By Christopher Guly
OTTAWA – On any given day last month, about 180 drug users dropped by a supervised injection site operated by Ottawa Inner City Health in the parking lot of a homeless shelter in the city’s Byward Market neighbourhood. Most were men, with an average age of 45, struggling with mental-health issues and addicted to opioids.
“Many of them don’t have access to healthcare and mental-health care, which will drive opioid use,” Wendy Muckle, CEO of Ottawa Inner City Health, told Cartt.ca.
That will now change following Telus’s announcement on Tuesday that it has expanded its Health for Good program https://www.telus.com/en/about/company-overview/community-investment/how-we-give/cause-campaigns/health-for-good?INTCMP=VAN_healthforgood to launch an Ottawa Inner City Mobile Health Clinic that will serve four sites in the capital in partnership with Ottawa Public Health, The Royal mental-healthcare hospital and three community health centres, including Ottawa Inner City Health.
The initiative follows similar mobile health clinics active in Montreal, Victoria, Vancouver and Calgary as part of a five-year, $8-million investment.
“We are bringing necessary primary medical care to marginalized and vulnerable people on the streets and helping them to reconnect with the public healthcare system,” explained Jill Schnarr, vice-president of corporate citizenship at Telus, in an interview. “We’ve enabled over 20,000 patient visits since we launched Health for Good in 2014.”

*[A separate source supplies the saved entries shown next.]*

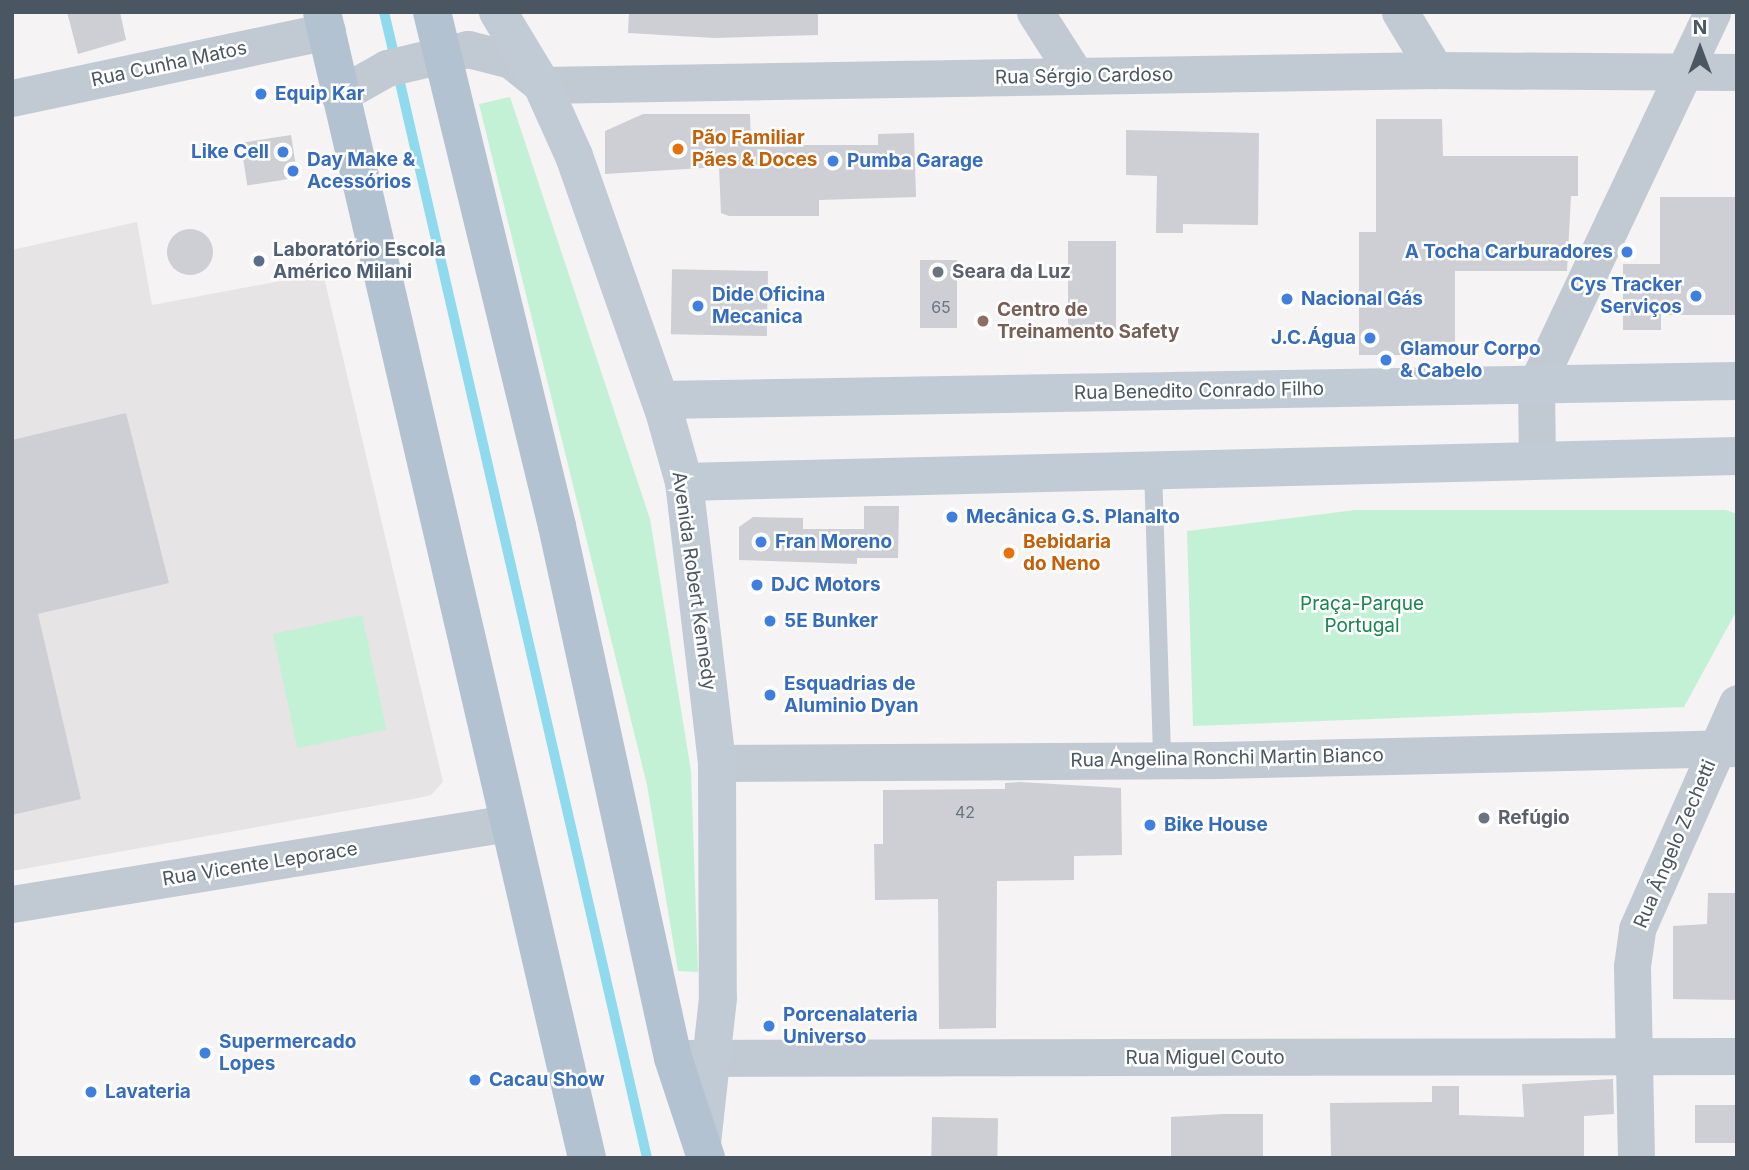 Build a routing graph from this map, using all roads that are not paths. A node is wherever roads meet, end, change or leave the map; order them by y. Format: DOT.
graph roads {
  1 [pos="432,12"];
  2 [pos="498,12"];
  3 [pos="1035,12"];
  4 [pos="1400,12"];
  5 [pos="1712,12"];
  6 [pos="324,21"];
  7 [pos="431,55"];
  8 [pos="1435,70"];
  9 [pos="1737,72"];
  10 [pos="1683,74"];
  11 [pos="1076,76"];
  12 [pos="542,85"];
  13 [pos="349,89"];
  14 [pos="12,98"];
  15 [pos="1737,381"];
  16 [pos="1536,385"];
  17 [pos="661,400"];
  18 [pos="1737,456"];
  19 [pos="1537,460"];
  20 [pos="1153,468"];
  21 [pos="684,482"];
  22 [pos="1737,703"];
  23 [pos="1726,748"];
  24 [pos="1162,760"];
  25 [pos="717,763"];
  26 [pos="508,823"];
  27 [pos="12,904"];
  28 [pos="1634,1056"];
  29 [pos="1737,1056"];
  30 [pos="673,1058"];
  31 [pos="712,1058"];
  32 [pos="704,1150"];
  33 [pos="587,1158"];
  34 [pos="1636,1158"];
  1 -- 7 [label="main road, Avenida Robert Kennedy"];
  2 -- 12 [label="street, Avenida Robert Kennedy"];
  3 -- 11 [label="street"];
  4 -- 8 [label="street"];
  5 -- 10 [label="street"];
  6 -- 13 [label="main road"];
  6 -- 14 [label="street, Rua Cunha Matos"];
  7 -- 12 [label="street"];
  7 -- 13 [label="street"];
  7 -- 30 [label="main road, Avenida Robert Kennedy"];
  8 -- 10 [label="street, Rua Sérgio Cardoso"];
  8 -- 11 [label="street, Rua Sérgio Cardoso"];
  9 -- 10 [label="street, Rua Sérgio Cardoso"];
  10 -- 16 [label="street"];
  11 -- 12 [label="street, Rua Sérgio Cardoso"];
  12 -- 17 [label="street, Avenida Robert Kennedy"];
  13 -- 26 [label="main road"];
  15 -- 16 [label="street, Rua Benedito Conrado Filho"];
  16 -- 17 [label="street, Rua Benedito Conrado Filho"];
  16 -- 19 [label="street"];
  17 -- 21 [label="street, Avenida Robert Kennedy"];
  18 -- 19 [label="street"];
  19 -- 20 [label="street"];
  20 -- 21 [label="street"];
  20 -- 24 [label="lane"];
  21 -- 25 [label="street, Avenida Robert Kennedy"];
  22 -- 23 [label="street, Rua Ângelo Zechetti"];
  23 -- 24 [label="street, Rua Angelina Ronchi Martin Bianco"];
  23 -- 28 [label="street, Rua Ângelo Zechetti"];
  24 -- 25 [label="street, Rua Angelina Ronchi Martin Bianco"];
  25 -- 31 [label="street, Avenida Robert Kennedy"];
  26 -- 27 [label="street, Rua Vicente Leporace"];
  26 -- 33 [label="main road"];
  28 -- 29 [label="street, Rua Miguel Couto"];
  28 -- 31 [label="street, Rua Miguel Couto"];
  28 -- 34 [label="street, Rua Ângelo Zechetti"];
  30 -- 31 [label="street, Rua Miguel Couto"];
  30 -- 32 [label="main road, Avenida Robert Kennedy"];
  31 -- 32 [label="street, Avenida Robert Kennedy"];
}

The mobile clinics are large vans equipped with Telus Health’s electronic medical record technology and are driven by the company’s LTE network. Local community partners provide the physicians, nurses and paramedics who travel in the vehicle to provide primary healthcare and mental healthcare services at designated sites. The medical practitioners also have access to patient records in the city or, in the case of a patient with none, will create a new medical record for that individual and upload it into the system.
According to Schnarr, more than 25,000 physicians across Canada use Telus’s electronic medical records.
“When you’re homeless or part of a marginalized population, you don’t always feel comfortable walking into a traditional doctor’s office, so you’re not seeking out the medical care you need,” she said. “What we’ve done is brought care directly to the individual wherever they are in their community and it becomes part of that community so they become comfortable going to that clinic.”
Schnarr explained Telus is helping address some sombre statistics. “Based on our research, we found that over 235,000 Canadians face homelessness each year https://www150.statcan.gc.ca/n1/pub/75-006-x/2016001/article/14678-eng.htm – and we’re in the middle of a national opioid crisis where 14,000 Canadians have died from overdoses since 2016,” she said.
“We thought that it was part of our responsibility as the largest health-IT provider in Canada to ensure that we launch and provide these health clinics across the country.”
Telus’s launch of the Ottawa Inner City Mobile Health Clinic came at the right time, added Muckle. “As a community trying to help people who are using drugs and get ahead of the opioid crisis, this gives us an opportunity to bring a service to people where they are and not pose a barrier to engage with them around their healthcare.”
Over the next two months, Telus plans to launch similar mobile health clinics in additional cities, including Waterloo, Ont., Edmonton, Surrey, B.C. and Halifax.